The person behind the first ever Bitcoin securities fraud in the United States is going to spend the next 18 months in prison.
Trendon Shavers, the founder of Bitcoin Savings and Trust, a proven ponzi company, was convicted for luring people into investing 764,000 bitcoins (~$4.5 million at the time of investment) with the promise of 7% weekly returns. He later disappeared with the raised sum, reportedly spending it to pay early investors, and for his own leisures including gambling and spa sessions.
During the sentencing, the presiding Judge Lewis A Kaplan also ordered Trendon Shavers to pay $1.23 million back to 48 investors who lost their money to Bitcoin Savings Trust. He was also ordered to pay an equal amount as restitution charges for running a so-called ‘Classic Ponzi Scheme’ between 2011 and 2012.
Earlier last year, Trendon’s lawyer Jason Seibert had accused the US Securities and Exchange Commission (SEC) of abusing its authority by questioning his client for hours, even after he had pleaded guilty to the aforementioned securities fraud. The information obtained during the interrogation was then used in a parallel investigation without informing the accused about it.

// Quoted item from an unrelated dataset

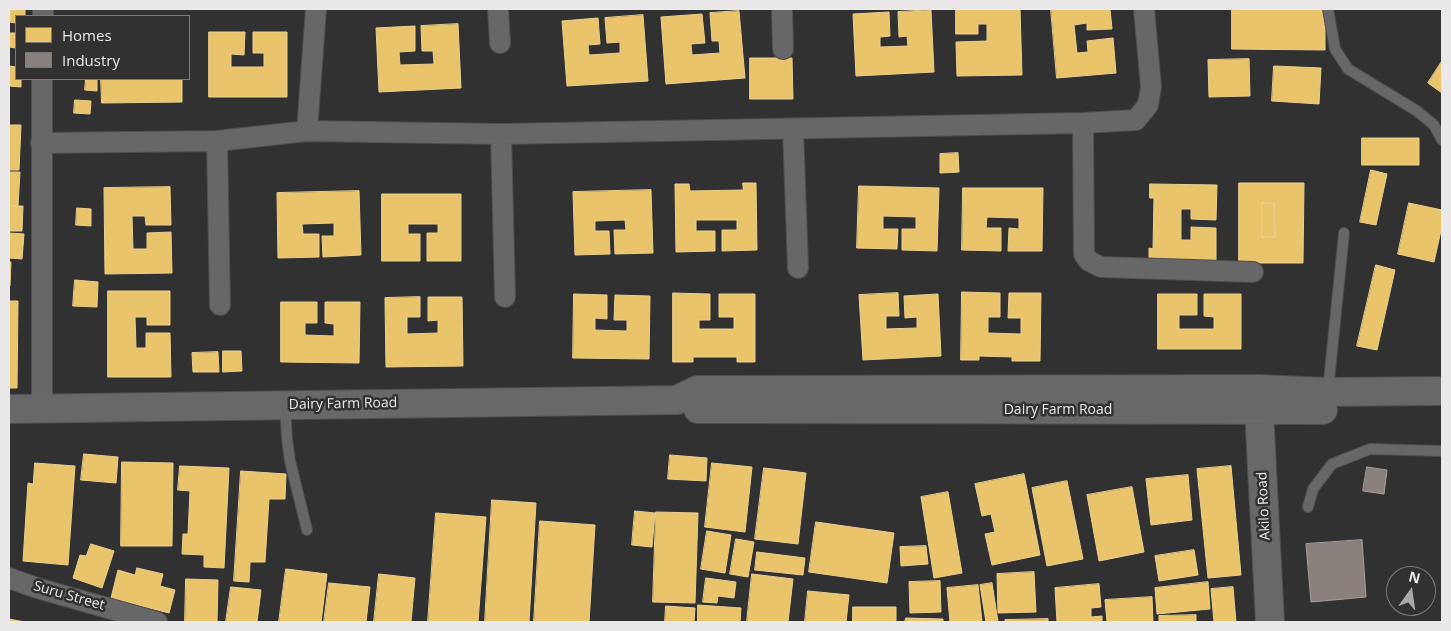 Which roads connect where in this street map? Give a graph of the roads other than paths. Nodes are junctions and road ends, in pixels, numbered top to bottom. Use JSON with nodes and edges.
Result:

At the Blockchain Agenda conference in San Diego, Jason Seibert was quoted saying,
“He (Trendon) didn’t know what he was answering or why it mattered. The SEC didn’t tell him that his answers could be used in the parallel criminal investigation,”
The separate SEC lawsuit earlier had resulted in the Judge Amos Mazzant ordering him to pay $40.7 million for making illegal profits and as a civil penalty.
In the recently concluded lawsuit, Trendon was expected to be sentenced for at least 20 years. However, in the light of Assistant Federal Defender, Sabrina Shroff’s appeal for probation so that he could continue working and the Judge’s lenient view, quote – “the man has earned leniency through the honest work he has done since his 2014 arrest” helped Trendon receive a moderate prison sentence of 18 months.
Both the lawsuits involving Trendon Shavers have set a precedent for Ponzi Schemes involving Bitcoin and other digital currencies.